Nesta “viagem”, com a qual conheceu tudo o que é humano, concedeu capacidades às pessoas, chamou, convocou, atraiu e enviou: “A cada um de nós foi dada a graça conforme a medida do dom de Cristo. Por isso, diz a Escritura: ‘Subindo às alturas, levou cativo o cativeiro e distribuiu dons aos seres humanos’. Que significa ‘subiu’, senão que ele desceu também às profundezas da terra? Aquele que desceu é o mesmo que subiu acima de todos os céus, a fim de encher o universo” (Ef 4, 7-10). Para resgatar o escravo, fazendo-o livre e fiel, ele se fez escravo, entregou-se até à morte, e morte de Cruz!

O caminho da liberdade passa pela entrega. Só se liberta quem se doa, quem transforma sua vida em oferta a Deus e ao próximo! Quem se guarda condena a si mesmo à esterilidade e à tristeza, e este não é o plano de Deus! O dom da liberdade se efetiva quando as pessoas saem de si mesmas. Pode acontecer que alguém até esteja preso, como ocorreu e ocorre com tantos homens e mulheres que se sacrificam por Deus e pelo próximo, mas estas são pessoas livres, porque são fiéis a Cristo. Acima das eventuais circunstâncias, “pela fé, conquistaram reinos, exerceram a justiça, foram contemplados com promessas, amordaçaram a boca dos leões, extinguiram a violência do fogo, escaparam ao fio da espada, recobraram saúde na doença, mostraram-se valentes na guerra, repeliram os exércitos estrangeiros. Mulheres reencontraram os seus mortos pela ressurreição. Outros foram torturados ou recusaram ser resgatados, para chegar a uma ressurreição melhor.

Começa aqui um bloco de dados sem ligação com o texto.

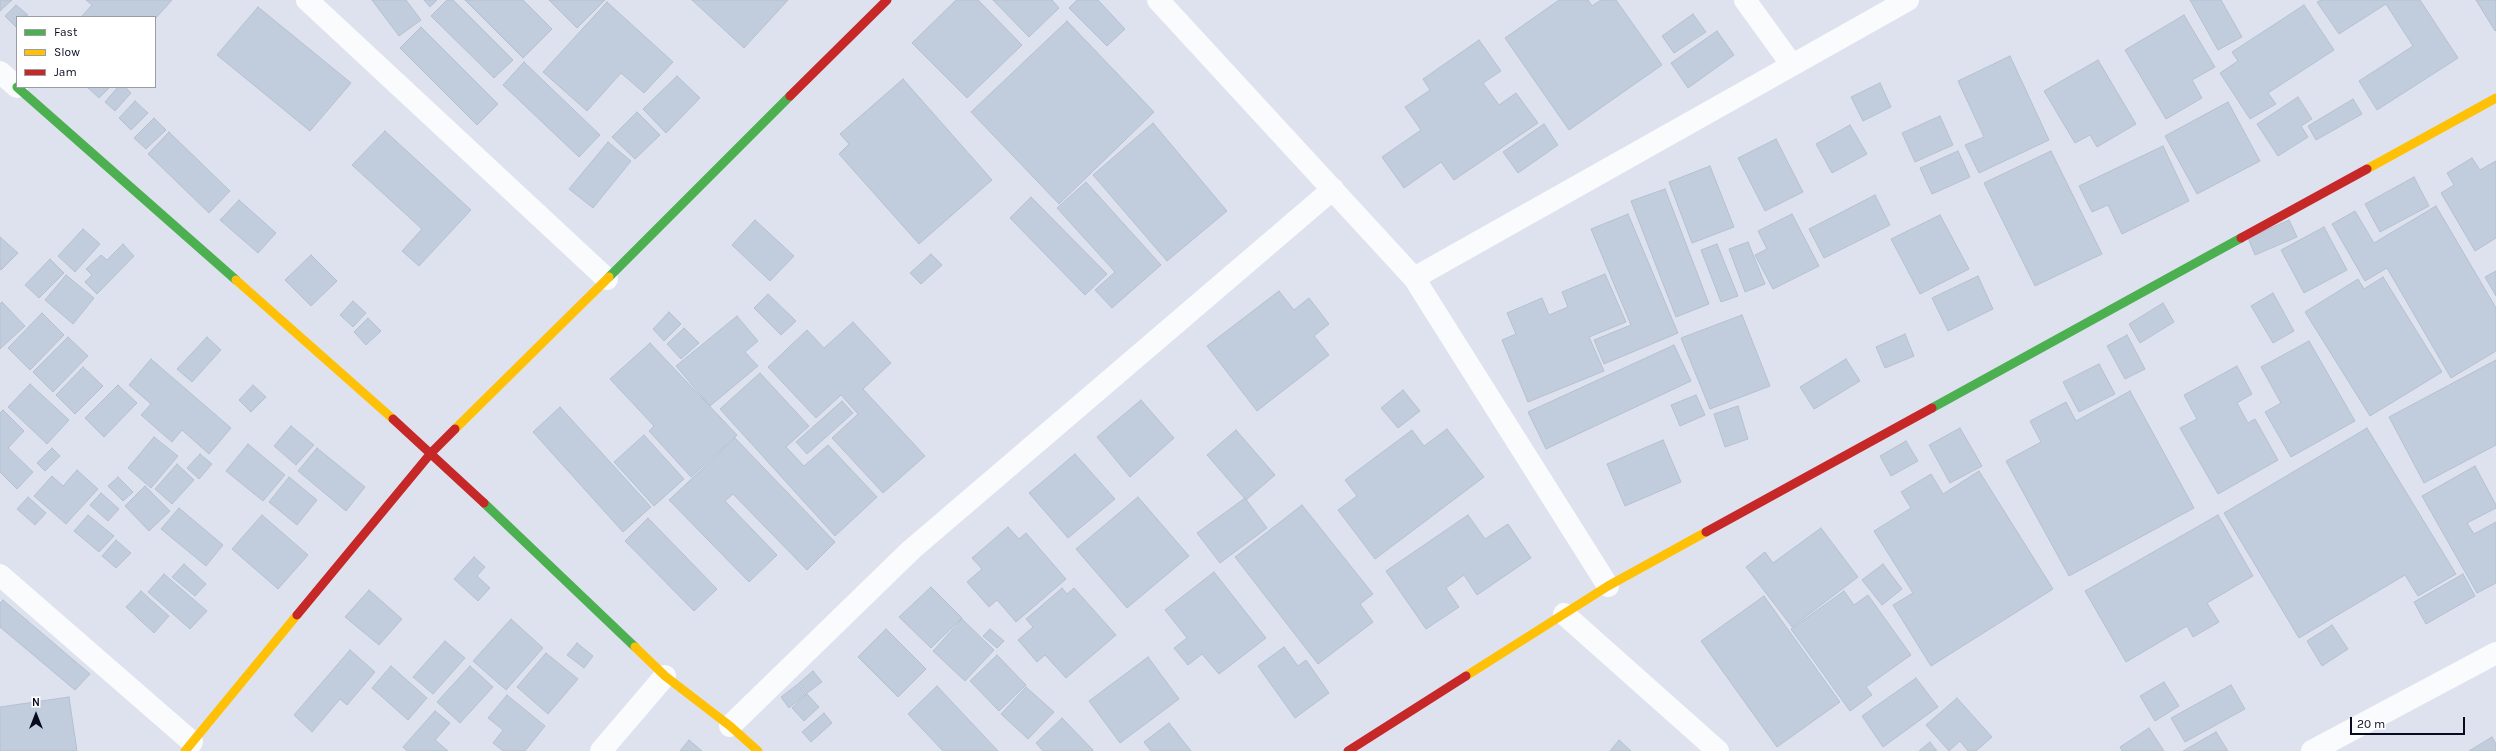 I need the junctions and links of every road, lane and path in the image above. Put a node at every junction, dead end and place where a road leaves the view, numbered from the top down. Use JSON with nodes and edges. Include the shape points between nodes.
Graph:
{"nodes":[{"id":1,"x":307,"y":0,"type":"edge"},
{"id":2,"x":887,"y":0,"type":"edge"},
{"id":3,"x":1158,"y":0,"type":"edge"},
{"id":4,"x":1745,"y":0,"type":"edge"},
{"id":5,"x":1908,"y":0,"type":"edge"},
{"id":6,"x":1792,"y":66,"type":"junction"},
{"id":7,"x":0,"y":72,"type":"edge"},
{"id":8,"x":16,"y":86,"type":"edge"},
{"id":9,"x":18,"y":88,"type":"edge"},
{"id":10,"x":2496,"y":98,"type":"edge"},
{"id":11,"x":1333,"y":188,"type":"junction"},
{"id":12,"x":1414,"y":278,"type":"junction"},
{"id":13,"x":607,"y":279,"type":"junction"},
{"id":14,"x":430,"y":453,"type":"junction"},
{"id":15,"x":0,"y":575,"type":"edge"},
{"id":16,"x":1608,"y":586,"type":"junction"},
{"id":17,"x":1564,"y":614,"type":"junction"},
{"id":18,"x":2496,"y":653,"type":"edge"},
{"id":19,"x":665,"y":676,"type":"junction"},
{"id":20,"x":730,"y":726,"type":"junction"},
{"id":21,"x":188,"y":746,"type":"edge"},
{"id":22,"x":600,"y":751,"type":"edge"},
{"id":23,"x":758,"y":751,"type":"edge"},
{"id":24,"x":1348,"y":751,"type":"edge"},
{"id":25,"x":1718,"y":751,"type":"edge"},
{"id":26,"x":2312,"y":751,"type":"edge"}],
"edges":[{"from":1,"to":13,"type":"street"},
{"from":2,"to":13,"type":"street"},
{"from":3,"to":11,"type":"street"},
{"from":4,"to":6,"type":"street"},
{"from":5,"to":6,"type":"street"},
{"from":6,"to":12,"type":"street"},
{"from":7,"to":8,"type":"street"},
{"from":9,"to":14,"type":"street"},
{"from":10,"to":16,"type":"street"},
{"from":11,"to":12,"type":"street"},
{"from":11,"to":20,"type":"street","via":[[911,550]]},
{"from":12,"to":16,"type":"street"},
{"from":13,"to":14,"type":"street"},
{"from":14,"to":19,"type":"street"},
{"from":14,"to":21,"type":"street"},
{"from":15,"to":21,"type":"street"},
{"from":16,"to":17,"type":"street"},
{"from":17,"to":24,"type":"street"},
{"from":17,"to":25,"type":"street"},
{"from":18,"to":26,"type":"street"},
{"from":19,"to":20,"type":"street"},
{"from":19,"to":22,"type":"street"},
{"from":20,"to":23,"type":"street"}]}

Outros ainda sofreram a provação dos escárnios, experimentaram o açoite, as cadeias, as prisões, foram apedrejados, serrados ou passados ao fio da espada, levaram vida errante, vestidos com pele de carneiro ou pelos de cabra, oprimidos, atribulados, sofrendo privações. Eles, dos quais o mundo não era digno” (Hb 11, 33-38). Que Deus continue a chamar, em nosso meio, pessoas desse quilate!


Dom Alberto Taveira Corrêa

Dom Alberto Taveira foi Reitor do Seminário Provincial Coração Eucarístico de Jesus em Belo Horizonte. Na Arquidiocese de Belo Horizonte foi ainda vigário Episcopal para a Pastoral e Professor de Liturgia na PUC-MG. Em Brasília, assumiu a coordenação do Vicariato Sul da Arquidiocese, além das diversas atividades de Bispo Auxiliar, entre outras. No dia 30 de dezembro de 2009, foi nomeado Arcebispo da Arquidiocese de Belém – PA.